§ **The task**: The required output is the line containing "index dip: (1221, 617)" followed by each line through the end of the data below, repeated exactly and with nothing added.
═════ Data for this exercise ═════
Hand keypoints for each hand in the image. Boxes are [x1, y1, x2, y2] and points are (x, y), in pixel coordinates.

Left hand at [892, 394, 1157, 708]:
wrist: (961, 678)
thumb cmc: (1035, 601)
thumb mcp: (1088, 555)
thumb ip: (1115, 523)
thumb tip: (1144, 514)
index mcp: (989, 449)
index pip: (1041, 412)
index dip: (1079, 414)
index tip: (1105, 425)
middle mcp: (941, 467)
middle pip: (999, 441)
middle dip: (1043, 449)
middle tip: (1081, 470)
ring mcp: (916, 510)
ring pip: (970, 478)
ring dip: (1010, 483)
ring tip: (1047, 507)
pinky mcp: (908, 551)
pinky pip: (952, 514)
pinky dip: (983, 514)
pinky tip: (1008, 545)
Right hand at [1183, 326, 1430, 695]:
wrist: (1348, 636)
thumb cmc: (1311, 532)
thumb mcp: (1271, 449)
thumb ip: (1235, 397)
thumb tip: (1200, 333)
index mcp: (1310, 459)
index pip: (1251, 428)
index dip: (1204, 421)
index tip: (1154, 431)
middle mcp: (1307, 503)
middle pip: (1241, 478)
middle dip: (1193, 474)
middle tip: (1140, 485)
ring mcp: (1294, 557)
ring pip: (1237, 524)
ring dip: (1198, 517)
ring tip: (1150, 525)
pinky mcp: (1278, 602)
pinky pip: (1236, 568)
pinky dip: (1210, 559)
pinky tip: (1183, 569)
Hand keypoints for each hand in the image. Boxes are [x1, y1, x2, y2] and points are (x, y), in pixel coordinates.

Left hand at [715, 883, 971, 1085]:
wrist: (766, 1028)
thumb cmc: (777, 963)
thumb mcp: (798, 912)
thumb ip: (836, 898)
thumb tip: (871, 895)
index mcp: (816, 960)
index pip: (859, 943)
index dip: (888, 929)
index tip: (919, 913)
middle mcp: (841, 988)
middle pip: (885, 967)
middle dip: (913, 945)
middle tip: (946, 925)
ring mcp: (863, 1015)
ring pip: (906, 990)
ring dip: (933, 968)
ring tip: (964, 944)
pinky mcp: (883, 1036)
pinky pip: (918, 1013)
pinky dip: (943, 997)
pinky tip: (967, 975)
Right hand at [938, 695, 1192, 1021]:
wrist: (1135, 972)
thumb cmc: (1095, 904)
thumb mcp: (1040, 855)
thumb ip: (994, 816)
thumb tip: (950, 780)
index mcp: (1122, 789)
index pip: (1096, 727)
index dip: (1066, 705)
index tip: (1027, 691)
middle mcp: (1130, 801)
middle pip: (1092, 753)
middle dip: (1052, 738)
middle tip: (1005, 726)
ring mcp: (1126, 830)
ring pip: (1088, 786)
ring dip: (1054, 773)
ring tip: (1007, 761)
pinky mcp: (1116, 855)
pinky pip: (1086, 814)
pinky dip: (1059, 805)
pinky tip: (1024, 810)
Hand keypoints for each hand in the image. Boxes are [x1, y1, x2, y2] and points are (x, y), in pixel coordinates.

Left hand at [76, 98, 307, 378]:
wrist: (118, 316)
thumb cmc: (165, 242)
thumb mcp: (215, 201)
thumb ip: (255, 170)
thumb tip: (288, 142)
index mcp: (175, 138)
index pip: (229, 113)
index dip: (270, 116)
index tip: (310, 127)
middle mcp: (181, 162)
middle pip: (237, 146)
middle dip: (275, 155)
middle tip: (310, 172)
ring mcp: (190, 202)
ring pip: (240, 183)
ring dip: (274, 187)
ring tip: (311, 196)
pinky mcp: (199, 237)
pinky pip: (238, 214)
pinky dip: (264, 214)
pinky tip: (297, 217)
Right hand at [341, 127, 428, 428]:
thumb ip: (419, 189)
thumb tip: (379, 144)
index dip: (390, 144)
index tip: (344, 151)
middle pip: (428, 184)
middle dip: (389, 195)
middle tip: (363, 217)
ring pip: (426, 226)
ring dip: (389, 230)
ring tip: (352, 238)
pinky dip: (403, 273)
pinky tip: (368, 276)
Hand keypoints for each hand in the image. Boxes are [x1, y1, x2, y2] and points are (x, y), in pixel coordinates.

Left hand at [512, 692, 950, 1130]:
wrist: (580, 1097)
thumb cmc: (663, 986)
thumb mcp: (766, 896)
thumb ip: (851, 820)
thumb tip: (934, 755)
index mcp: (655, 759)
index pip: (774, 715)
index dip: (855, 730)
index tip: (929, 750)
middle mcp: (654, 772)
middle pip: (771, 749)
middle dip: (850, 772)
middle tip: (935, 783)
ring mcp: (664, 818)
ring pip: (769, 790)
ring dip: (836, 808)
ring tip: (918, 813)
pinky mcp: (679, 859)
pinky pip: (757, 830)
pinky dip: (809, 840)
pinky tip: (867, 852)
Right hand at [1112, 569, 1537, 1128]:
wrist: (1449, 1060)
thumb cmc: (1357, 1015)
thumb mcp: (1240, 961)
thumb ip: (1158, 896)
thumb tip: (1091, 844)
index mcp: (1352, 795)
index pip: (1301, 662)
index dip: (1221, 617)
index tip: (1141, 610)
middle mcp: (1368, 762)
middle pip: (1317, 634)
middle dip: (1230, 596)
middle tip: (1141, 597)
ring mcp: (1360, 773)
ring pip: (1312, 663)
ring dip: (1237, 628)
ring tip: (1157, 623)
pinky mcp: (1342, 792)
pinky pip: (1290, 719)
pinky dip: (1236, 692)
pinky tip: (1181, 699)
═════
§ **Written answer**:
index dip: (1221, 617)
index tip: (1141, 610)
middle mcp: (1368, 762)
middle pip: (1317, 634)
middle dip: (1230, 596)
middle tip: (1141, 597)
ring mcp: (1360, 773)
ring pip: (1312, 663)
ring dip: (1237, 628)
ring tip: (1157, 623)
pinky mcp: (1342, 792)
pinky pip: (1290, 719)
pinky dip: (1236, 692)
pinky tip: (1181, 699)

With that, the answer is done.